▸ **WHAT THE TASK ASKS**: Wherever a line in the data below holds "ВОЛОДИМИРА", copy that line.

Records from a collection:
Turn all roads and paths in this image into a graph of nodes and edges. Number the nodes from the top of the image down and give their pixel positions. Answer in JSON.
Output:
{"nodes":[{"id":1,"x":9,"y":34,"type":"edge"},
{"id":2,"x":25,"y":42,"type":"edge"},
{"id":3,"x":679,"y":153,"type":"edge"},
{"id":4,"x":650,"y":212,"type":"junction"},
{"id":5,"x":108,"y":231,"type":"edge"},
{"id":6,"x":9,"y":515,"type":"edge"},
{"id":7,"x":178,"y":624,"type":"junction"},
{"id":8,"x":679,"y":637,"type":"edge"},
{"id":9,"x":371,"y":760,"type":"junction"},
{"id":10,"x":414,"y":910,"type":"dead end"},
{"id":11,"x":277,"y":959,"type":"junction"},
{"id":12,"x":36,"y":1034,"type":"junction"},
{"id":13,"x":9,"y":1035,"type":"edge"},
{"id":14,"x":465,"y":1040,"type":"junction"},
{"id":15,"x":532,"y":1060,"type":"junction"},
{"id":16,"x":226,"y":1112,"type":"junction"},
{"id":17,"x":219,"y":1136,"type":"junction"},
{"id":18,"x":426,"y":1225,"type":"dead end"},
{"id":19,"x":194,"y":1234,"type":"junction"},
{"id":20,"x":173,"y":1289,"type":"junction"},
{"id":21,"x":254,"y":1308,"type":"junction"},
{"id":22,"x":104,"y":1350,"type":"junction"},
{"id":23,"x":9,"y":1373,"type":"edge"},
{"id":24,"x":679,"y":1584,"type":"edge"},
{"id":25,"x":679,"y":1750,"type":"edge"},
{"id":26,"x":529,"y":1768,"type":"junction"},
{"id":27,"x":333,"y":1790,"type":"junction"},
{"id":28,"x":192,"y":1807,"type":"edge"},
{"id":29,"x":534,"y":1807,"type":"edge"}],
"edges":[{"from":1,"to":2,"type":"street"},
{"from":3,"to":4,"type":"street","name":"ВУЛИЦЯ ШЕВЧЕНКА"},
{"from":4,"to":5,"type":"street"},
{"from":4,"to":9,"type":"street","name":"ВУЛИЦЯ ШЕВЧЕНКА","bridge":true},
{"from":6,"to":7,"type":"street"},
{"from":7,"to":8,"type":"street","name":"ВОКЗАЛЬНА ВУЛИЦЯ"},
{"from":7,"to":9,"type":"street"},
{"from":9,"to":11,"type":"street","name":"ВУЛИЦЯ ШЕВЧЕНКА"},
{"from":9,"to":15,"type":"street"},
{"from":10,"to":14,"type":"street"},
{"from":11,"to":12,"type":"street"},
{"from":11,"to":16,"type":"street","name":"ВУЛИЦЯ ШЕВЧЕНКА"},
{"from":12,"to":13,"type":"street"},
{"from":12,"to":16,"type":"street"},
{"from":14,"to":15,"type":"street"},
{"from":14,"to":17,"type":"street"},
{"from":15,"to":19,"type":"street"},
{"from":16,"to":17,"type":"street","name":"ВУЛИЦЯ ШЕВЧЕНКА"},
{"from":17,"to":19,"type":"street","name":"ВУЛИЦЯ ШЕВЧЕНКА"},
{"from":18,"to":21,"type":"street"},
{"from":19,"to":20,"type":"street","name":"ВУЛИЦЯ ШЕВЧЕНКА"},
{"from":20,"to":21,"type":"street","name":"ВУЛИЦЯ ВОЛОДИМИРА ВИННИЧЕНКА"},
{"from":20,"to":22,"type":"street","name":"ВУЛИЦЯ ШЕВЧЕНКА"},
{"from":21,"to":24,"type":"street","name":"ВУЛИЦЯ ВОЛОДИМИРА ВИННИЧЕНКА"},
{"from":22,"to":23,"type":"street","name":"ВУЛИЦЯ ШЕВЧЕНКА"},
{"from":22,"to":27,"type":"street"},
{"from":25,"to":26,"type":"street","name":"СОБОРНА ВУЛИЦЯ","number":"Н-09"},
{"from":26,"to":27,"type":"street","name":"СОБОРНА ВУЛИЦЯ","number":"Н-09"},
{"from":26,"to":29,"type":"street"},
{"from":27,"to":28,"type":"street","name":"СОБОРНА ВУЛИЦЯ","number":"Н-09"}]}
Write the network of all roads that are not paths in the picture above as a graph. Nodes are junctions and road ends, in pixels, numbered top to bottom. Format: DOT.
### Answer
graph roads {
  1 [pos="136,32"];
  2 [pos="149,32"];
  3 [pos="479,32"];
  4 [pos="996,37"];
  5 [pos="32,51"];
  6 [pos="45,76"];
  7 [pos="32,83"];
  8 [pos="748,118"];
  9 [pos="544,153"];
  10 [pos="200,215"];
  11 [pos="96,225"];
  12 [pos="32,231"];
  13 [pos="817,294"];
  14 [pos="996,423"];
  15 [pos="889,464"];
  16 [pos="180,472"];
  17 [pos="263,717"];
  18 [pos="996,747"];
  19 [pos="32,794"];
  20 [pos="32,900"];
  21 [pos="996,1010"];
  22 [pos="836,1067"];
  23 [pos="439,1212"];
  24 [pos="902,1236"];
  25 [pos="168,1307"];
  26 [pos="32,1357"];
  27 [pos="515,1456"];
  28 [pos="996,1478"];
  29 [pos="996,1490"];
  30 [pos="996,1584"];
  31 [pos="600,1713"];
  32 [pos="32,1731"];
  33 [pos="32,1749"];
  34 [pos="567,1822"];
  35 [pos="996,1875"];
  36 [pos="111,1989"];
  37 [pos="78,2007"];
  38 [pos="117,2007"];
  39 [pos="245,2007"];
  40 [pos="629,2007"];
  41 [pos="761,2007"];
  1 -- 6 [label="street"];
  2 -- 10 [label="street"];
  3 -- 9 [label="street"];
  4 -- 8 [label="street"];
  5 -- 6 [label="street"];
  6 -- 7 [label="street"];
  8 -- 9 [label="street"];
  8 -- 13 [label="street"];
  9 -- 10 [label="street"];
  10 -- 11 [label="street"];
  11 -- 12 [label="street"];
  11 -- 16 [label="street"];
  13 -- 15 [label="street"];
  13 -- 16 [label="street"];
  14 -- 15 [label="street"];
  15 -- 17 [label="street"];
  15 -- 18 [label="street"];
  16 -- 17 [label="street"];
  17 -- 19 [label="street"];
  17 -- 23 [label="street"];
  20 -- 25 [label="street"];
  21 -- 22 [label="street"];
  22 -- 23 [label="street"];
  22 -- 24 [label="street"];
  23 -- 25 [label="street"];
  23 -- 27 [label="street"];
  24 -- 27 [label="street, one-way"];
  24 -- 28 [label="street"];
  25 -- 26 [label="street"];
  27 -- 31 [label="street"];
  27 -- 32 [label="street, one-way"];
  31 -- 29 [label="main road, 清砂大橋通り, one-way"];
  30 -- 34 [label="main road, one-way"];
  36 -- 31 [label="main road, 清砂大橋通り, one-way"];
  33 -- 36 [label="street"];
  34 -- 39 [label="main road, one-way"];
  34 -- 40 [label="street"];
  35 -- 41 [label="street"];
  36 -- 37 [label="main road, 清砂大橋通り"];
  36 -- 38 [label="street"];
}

▸ **SOLUTION FOR THIS TASK**:
{"from":20,"to":21,"type":"street","name":"ВУЛИЦЯ ВОЛОДИМИРА ВИННИЧЕНКА"},
{"from":21,"to":24,"type":"street","name":"ВУЛИЦЯ ВОЛОДИМИРА ВИННИЧЕНКА"},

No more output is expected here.